▶ _Records for the task_
*** Begin section ***
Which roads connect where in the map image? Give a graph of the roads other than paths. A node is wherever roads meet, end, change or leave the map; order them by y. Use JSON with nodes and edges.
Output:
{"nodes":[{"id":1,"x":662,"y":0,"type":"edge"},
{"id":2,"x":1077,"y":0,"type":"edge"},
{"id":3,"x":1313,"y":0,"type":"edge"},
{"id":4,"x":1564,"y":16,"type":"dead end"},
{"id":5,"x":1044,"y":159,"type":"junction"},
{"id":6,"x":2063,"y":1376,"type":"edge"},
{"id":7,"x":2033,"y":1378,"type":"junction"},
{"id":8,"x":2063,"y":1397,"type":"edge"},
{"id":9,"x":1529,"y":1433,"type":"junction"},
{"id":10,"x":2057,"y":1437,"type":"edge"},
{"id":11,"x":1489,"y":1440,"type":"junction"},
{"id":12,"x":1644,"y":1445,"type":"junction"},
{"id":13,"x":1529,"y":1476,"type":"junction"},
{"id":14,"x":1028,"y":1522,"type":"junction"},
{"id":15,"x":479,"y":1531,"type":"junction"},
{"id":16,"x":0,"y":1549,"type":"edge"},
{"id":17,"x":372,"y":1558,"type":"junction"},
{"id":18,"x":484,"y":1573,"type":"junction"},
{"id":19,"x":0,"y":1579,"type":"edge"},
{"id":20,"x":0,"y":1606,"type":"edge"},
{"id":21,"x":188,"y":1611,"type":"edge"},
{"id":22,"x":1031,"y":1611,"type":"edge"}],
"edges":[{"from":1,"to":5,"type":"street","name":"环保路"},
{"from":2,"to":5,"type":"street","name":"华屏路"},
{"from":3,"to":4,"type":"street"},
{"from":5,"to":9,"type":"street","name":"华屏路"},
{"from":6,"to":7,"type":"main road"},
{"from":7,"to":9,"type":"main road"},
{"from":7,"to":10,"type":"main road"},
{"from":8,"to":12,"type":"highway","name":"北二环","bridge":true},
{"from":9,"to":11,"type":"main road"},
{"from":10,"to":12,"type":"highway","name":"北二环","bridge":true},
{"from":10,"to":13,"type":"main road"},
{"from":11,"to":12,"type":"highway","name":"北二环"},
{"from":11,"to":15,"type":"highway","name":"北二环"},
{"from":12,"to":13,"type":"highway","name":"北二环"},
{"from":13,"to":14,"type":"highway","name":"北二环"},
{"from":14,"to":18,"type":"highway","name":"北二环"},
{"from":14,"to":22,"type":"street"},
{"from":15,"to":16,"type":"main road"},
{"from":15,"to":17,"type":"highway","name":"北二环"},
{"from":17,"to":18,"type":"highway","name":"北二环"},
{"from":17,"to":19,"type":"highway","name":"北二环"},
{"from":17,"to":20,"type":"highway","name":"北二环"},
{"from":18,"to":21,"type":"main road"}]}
*** End section ***
The data above is to be returned exactly, with nothing altered.

▶ _Your response_
Which roads connect where in the map image? Give a graph of the roads other than paths. A node is wherever roads meet, end, change or leave the map; order them by y. Use JSON with nodes and edges.
Output:
{"nodes":[{"id":1,"x":662,"y":0,"type":"edge"},
{"id":2,"x":1077,"y":0,"type":"edge"},
{"id":3,"x":1313,"y":0,"type":"edge"},
{"id":4,"x":1564,"y":16,"type":"dead end"},
{"id":5,"x":1044,"y":159,"type":"junction"},
{"id":6,"x":2063,"y":1376,"type":"edge"},
{"id":7,"x":2033,"y":1378,"type":"junction"},
{"id":8,"x":2063,"y":1397,"type":"edge"},
{"id":9,"x":1529,"y":1433,"type":"junction"},
{"id":10,"x":2057,"y":1437,"type":"edge"},
{"id":11,"x":1489,"y":1440,"type":"junction"},
{"id":12,"x":1644,"y":1445,"type":"junction"},
{"id":13,"x":1529,"y":1476,"type":"junction"},
{"id":14,"x":1028,"y":1522,"type":"junction"},
{"id":15,"x":479,"y":1531,"type":"junction"},
{"id":16,"x":0,"y":1549,"type":"edge"},
{"id":17,"x":372,"y":1558,"type":"junction"},
{"id":18,"x":484,"y":1573,"type":"junction"},
{"id":19,"x":0,"y":1579,"type":"edge"},
{"id":20,"x":0,"y":1606,"type":"edge"},
{"id":21,"x":188,"y":1611,"type":"edge"},
{"id":22,"x":1031,"y":1611,"type":"edge"}],
"edges":[{"from":1,"to":5,"type":"street","name":"环保路"},
{"from":2,"to":5,"type":"street","name":"华屏路"},
{"from":3,"to":4,"type":"street"},
{"from":5,"to":9,"type":"street","name":"华屏路"},
{"from":6,"to":7,"type":"main road"},
{"from":7,"to":9,"type":"main road"},
{"from":7,"to":10,"type":"main road"},
{"from":8,"to":12,"type":"highway","name":"北二环","bridge":true},
{"from":9,"to":11,"type":"main road"},
{"from":10,"to":12,"type":"highway","name":"北二环","bridge":true},
{"from":10,"to":13,"type":"main road"},
{"from":11,"to":12,"type":"highway","name":"北二环"},
{"from":11,"to":15,"type":"highway","name":"北二环"},
{"from":12,"to":13,"type":"highway","name":"北二环"},
{"from":13,"to":14,"type":"highway","name":"北二环"},
{"from":14,"to":18,"type":"highway","name":"北二环"},
{"from":14,"to":22,"type":"street"},
{"from":15,"to":16,"type":"main road"},
{"from":15,"to":17,"type":"highway","name":"北二环"},
{"from":17,"to":18,"type":"highway","name":"北二环"},
{"from":17,"to":19,"type":"highway","name":"北二环"},
{"from":17,"to":20,"type":"highway","name":"北二环"},
{"from":18,"to":21,"type":"main road"}]}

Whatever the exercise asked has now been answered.